Former English motorcycle manufacturer

Grindlay Peerless is a historic motorcycle manufacturer that operated out of Coventry, England, throughout the early 20th-century, specialising in racing machines including the record breaking 498cc Grindlay Peerless.

Although a short-lived marque, Grindlay Peerless secured a number of achievements, most notably that of works rider and tuner, CWG 'Bill' Lacey, achieving a Fédération Internationale de Motocyclisme (FIM) world record by becoming the first man to exceed a 100 miles in an hour on British soil in August 1928 aboard his Grindlay Peerless. The company was renowned for building powerful, high quality and technologically advanced machines.

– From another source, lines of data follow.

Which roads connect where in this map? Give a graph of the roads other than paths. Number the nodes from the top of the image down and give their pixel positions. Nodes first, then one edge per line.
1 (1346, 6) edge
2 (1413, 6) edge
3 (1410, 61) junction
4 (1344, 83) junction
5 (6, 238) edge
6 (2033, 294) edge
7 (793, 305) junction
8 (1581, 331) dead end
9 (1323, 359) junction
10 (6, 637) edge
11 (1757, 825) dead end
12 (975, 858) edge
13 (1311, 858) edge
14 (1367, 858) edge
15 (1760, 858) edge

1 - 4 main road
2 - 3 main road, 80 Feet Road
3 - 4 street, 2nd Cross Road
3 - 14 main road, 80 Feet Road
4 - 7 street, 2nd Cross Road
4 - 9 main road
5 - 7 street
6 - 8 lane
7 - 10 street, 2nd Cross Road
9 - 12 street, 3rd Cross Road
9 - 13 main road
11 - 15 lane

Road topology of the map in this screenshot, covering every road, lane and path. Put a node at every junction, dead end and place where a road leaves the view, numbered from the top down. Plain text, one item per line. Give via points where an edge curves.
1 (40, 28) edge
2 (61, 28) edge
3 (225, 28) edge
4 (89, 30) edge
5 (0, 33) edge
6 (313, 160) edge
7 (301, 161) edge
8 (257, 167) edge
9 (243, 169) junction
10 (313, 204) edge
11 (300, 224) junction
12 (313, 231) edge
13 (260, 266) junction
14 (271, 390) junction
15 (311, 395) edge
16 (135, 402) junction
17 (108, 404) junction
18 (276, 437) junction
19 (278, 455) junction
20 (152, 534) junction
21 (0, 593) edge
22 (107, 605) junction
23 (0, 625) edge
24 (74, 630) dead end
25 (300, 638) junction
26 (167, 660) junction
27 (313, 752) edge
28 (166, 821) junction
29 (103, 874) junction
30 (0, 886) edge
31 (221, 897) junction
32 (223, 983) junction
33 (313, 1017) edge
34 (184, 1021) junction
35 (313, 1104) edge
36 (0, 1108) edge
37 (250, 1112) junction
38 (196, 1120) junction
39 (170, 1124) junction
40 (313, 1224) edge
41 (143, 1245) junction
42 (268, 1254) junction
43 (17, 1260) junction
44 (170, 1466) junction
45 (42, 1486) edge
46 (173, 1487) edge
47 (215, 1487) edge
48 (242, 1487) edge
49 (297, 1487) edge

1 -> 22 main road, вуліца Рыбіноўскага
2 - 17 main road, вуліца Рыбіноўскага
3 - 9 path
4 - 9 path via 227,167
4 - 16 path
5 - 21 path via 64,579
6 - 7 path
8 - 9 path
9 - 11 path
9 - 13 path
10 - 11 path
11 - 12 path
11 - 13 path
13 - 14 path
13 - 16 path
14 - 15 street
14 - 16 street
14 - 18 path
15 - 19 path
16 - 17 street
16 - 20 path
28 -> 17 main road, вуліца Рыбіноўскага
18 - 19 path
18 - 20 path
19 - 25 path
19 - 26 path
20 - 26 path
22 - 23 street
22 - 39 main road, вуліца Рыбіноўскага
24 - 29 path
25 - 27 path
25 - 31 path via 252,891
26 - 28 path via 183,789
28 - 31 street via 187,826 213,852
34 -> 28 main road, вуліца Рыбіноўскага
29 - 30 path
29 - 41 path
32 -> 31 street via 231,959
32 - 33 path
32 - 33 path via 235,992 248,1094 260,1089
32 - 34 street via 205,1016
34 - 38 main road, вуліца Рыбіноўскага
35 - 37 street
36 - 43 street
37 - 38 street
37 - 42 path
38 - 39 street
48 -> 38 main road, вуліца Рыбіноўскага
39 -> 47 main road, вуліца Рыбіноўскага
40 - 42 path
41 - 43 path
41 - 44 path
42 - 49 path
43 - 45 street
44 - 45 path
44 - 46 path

The very limited number of Grindlay Peerless machines produced means that they are now extremely rare.

== History ==
In 1910, following his departure from Riley Cycle Company, Alfred Robert Grindlay and his brother, William John Grindlay (a member of the highly exclusive Coventry and Country Club) took over Coventry Motor & Sundries Co. from William Edward Mann. The company was remodelled into Grindlay Sidecars, which originally began manufacturing body kits and sidecars in the early 1910s, and quickly became known for its "extremely high quality" machines.

During WWI, Grindlay and Thomas Edward Musson (b. 1875) combined their efforts to form the specialist sidecar manufacturer, Musson & Grindlay, operating out of Melbourne Works on Shakleton Road in Spon End, Coventry. In 1923, following the dissolution of his partnership with Musson, Grindlay and Edward Peerless (b. 1878), who had trained as an engine fitter in Gillingham, Kent, formed Grindlay Peerless.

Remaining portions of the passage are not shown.